**ABOUT THIS TASK**
The entries are to be output once more, word for word.

**EXTRACTED MATERIAL**
>>>>>

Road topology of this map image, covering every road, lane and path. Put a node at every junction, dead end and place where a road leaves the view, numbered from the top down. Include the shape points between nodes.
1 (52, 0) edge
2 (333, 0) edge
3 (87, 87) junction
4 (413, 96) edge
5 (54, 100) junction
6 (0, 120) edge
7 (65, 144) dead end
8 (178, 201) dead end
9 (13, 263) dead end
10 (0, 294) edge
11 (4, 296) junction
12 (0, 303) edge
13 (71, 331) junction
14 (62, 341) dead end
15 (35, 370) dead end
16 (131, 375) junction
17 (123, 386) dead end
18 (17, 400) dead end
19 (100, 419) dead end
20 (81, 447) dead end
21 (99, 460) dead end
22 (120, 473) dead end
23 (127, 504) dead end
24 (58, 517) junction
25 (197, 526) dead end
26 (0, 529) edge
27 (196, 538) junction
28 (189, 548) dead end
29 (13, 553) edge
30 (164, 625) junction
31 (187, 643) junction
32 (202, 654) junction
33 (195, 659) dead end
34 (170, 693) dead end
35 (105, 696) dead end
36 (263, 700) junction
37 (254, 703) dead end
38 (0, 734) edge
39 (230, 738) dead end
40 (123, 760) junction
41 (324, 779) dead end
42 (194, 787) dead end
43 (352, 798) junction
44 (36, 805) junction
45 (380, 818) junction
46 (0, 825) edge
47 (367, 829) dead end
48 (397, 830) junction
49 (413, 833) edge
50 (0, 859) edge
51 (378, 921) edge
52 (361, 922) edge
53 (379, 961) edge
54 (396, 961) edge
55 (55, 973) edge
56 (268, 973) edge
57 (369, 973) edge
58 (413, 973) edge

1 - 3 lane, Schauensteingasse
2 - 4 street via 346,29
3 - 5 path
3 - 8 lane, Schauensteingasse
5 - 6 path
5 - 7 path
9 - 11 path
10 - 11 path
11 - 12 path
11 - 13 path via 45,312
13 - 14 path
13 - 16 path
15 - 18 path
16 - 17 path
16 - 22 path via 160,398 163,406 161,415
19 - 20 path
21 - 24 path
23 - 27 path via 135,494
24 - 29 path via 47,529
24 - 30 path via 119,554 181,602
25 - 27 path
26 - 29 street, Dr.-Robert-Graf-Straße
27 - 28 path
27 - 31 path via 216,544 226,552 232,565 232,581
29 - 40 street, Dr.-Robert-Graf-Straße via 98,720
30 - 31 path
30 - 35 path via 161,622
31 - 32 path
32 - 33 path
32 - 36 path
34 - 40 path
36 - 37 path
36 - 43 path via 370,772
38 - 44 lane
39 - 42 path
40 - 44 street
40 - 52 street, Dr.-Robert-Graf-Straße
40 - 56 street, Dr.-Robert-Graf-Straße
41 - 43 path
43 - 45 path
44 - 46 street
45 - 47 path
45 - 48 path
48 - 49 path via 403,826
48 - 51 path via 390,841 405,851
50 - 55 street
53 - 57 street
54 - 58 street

<<<<<

**PROBLEM SOLUTION**
Road topology of this map image, covering every road, lane and path. Put a node at every junction, dead end and place where a road leaves the view, numbered from the top down. Include the shape points between nodes.
1 (52, 0) edge
2 (333, 0) edge
3 (87, 87) junction
4 (413, 96) edge
5 (54, 100) junction
6 (0, 120) edge
7 (65, 144) dead end
8 (178, 201) dead end
9 (13, 263) dead end
10 (0, 294) edge
11 (4, 296) junction
12 (0, 303) edge
13 (71, 331) junction
14 (62, 341) dead end
15 (35, 370) dead end
16 (131, 375) junction
17 (123, 386) dead end
18 (17, 400) dead end
19 (100, 419) dead end
20 (81, 447) dead end
21 (99, 460) dead end
22 (120, 473) dead end
23 (127, 504) dead end
24 (58, 517) junction
25 (197, 526) dead end
26 (0, 529) edge
27 (196, 538) junction
28 (189, 548) dead end
29 (13, 553) edge
30 (164, 625) junction
31 (187, 643) junction
32 (202, 654) junction
33 (195, 659) dead end
34 (170, 693) dead end
35 (105, 696) dead end
36 (263, 700) junction
37 (254, 703) dead end
38 (0, 734) edge
39 (230, 738) dead end
40 (123, 760) junction
41 (324, 779) dead end
42 (194, 787) dead end
43 (352, 798) junction
44 (36, 805) junction
45 (380, 818) junction
46 (0, 825) edge
47 (367, 829) dead end
48 (397, 830) junction
49 (413, 833) edge
50 (0, 859) edge
51 (378, 921) edge
52 (361, 922) edge
53 (379, 961) edge
54 (396, 961) edge
55 (55, 973) edge
56 (268, 973) edge
57 (369, 973) edge
58 (413, 973) edge

1 - 3 lane, Schauensteingasse
2 - 4 street via 346,29
3 - 5 path
3 - 8 lane, Schauensteingasse
5 - 6 path
5 - 7 path
9 - 11 path
10 - 11 path
11 - 12 path
11 - 13 path via 45,312
13 - 14 path
13 - 16 path
15 - 18 path
16 - 17 path
16 - 22 path via 160,398 163,406 161,415
19 - 20 path
21 - 24 path
23 - 27 path via 135,494
24 - 29 path via 47,529
24 - 30 path via 119,554 181,602
25 - 27 path
26 - 29 street, Dr.-Robert-Graf-Straße
27 - 28 path
27 - 31 path via 216,544 226,552 232,565 232,581
29 - 40 street, Dr.-Robert-Graf-Straße via 98,720
30 - 31 path
30 - 35 path via 161,622
31 - 32 path
32 - 33 path
32 - 36 path
34 - 40 path
36 - 37 path
36 - 43 path via 370,772
38 - 44 lane
39 - 42 path
40 - 44 street
40 - 52 street, Dr.-Robert-Graf-Straße
40 - 56 street, Dr.-Robert-Graf-Straße
41 - 43 path
43 - 45 path
44 - 46 street
45 - 47 path
45 - 48 path
48 - 49 path via 403,826
48 - 51 path via 390,841 405,851
50 - 55 street
53 - 57 street
54 - 58 street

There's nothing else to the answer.